▶ _WHAT IS REQUIRED_
Scan the entries for "junction". Every line that holds it is to be copied.

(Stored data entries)
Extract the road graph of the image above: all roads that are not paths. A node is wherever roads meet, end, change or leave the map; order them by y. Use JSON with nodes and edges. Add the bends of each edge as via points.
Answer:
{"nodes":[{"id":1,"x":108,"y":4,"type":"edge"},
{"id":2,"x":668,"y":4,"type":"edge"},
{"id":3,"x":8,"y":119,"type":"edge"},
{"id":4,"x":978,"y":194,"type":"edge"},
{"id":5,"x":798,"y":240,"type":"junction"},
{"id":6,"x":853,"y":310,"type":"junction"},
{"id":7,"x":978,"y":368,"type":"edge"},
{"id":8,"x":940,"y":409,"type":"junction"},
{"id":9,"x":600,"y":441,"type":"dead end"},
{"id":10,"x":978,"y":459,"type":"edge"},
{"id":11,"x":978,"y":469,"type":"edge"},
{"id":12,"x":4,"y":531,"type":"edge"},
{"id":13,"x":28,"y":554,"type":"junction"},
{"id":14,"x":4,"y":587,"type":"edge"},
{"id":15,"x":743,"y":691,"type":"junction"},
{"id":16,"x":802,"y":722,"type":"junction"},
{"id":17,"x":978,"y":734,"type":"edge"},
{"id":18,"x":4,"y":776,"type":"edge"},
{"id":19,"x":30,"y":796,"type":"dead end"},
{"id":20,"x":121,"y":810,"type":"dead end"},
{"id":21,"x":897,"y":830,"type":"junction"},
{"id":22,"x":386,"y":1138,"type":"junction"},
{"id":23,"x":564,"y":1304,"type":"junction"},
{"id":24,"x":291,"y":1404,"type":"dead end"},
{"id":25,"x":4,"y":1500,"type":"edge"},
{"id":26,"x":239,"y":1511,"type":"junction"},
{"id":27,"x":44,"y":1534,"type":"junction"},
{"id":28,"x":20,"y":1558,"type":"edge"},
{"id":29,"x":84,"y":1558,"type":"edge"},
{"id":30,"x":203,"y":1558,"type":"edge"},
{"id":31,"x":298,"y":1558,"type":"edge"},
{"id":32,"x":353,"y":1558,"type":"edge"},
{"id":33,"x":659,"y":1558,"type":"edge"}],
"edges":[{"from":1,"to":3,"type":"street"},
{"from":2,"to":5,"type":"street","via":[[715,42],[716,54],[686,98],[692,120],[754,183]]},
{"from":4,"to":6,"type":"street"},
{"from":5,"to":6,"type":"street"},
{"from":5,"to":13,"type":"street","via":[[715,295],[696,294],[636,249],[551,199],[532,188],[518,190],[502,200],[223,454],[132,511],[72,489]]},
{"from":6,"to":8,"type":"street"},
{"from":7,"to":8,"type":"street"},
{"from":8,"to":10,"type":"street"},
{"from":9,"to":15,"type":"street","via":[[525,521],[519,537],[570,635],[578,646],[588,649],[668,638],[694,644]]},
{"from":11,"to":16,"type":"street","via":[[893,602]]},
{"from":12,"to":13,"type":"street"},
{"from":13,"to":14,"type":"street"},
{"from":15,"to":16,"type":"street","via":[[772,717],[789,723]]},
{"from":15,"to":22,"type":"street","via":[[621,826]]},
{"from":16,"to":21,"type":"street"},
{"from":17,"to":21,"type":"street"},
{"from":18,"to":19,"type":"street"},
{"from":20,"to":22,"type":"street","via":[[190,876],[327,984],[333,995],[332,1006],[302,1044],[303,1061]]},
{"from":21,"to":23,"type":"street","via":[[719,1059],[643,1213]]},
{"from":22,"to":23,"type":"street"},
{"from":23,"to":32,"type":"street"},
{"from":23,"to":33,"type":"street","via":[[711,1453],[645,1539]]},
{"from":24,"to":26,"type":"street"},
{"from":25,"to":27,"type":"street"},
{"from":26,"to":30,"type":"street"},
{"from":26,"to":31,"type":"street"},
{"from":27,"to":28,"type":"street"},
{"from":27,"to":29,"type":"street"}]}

▶ _TASK SOLUTION_
{"id":5,"x":798,"y":240,"type":"junction"},
{"id":6,"x":853,"y":310,"type":"junction"},
{"id":8,"x":940,"y":409,"type":"junction"},
{"id":13,"x":28,"y":554,"type":"junction"},
{"id":15,"x":743,"y":691,"type":"junction"},
{"id":16,"x":802,"y":722,"type":"junction"},
{"id":21,"x":897,"y":830,"type":"junction"},
{"id":22,"x":386,"y":1138,"type":"junction"},
{"id":23,"x":564,"y":1304,"type":"junction"},
{"id":26,"x":239,"y":1511,"type":"junction"},
{"id":27,"x":44,"y":1534,"type":"junction"},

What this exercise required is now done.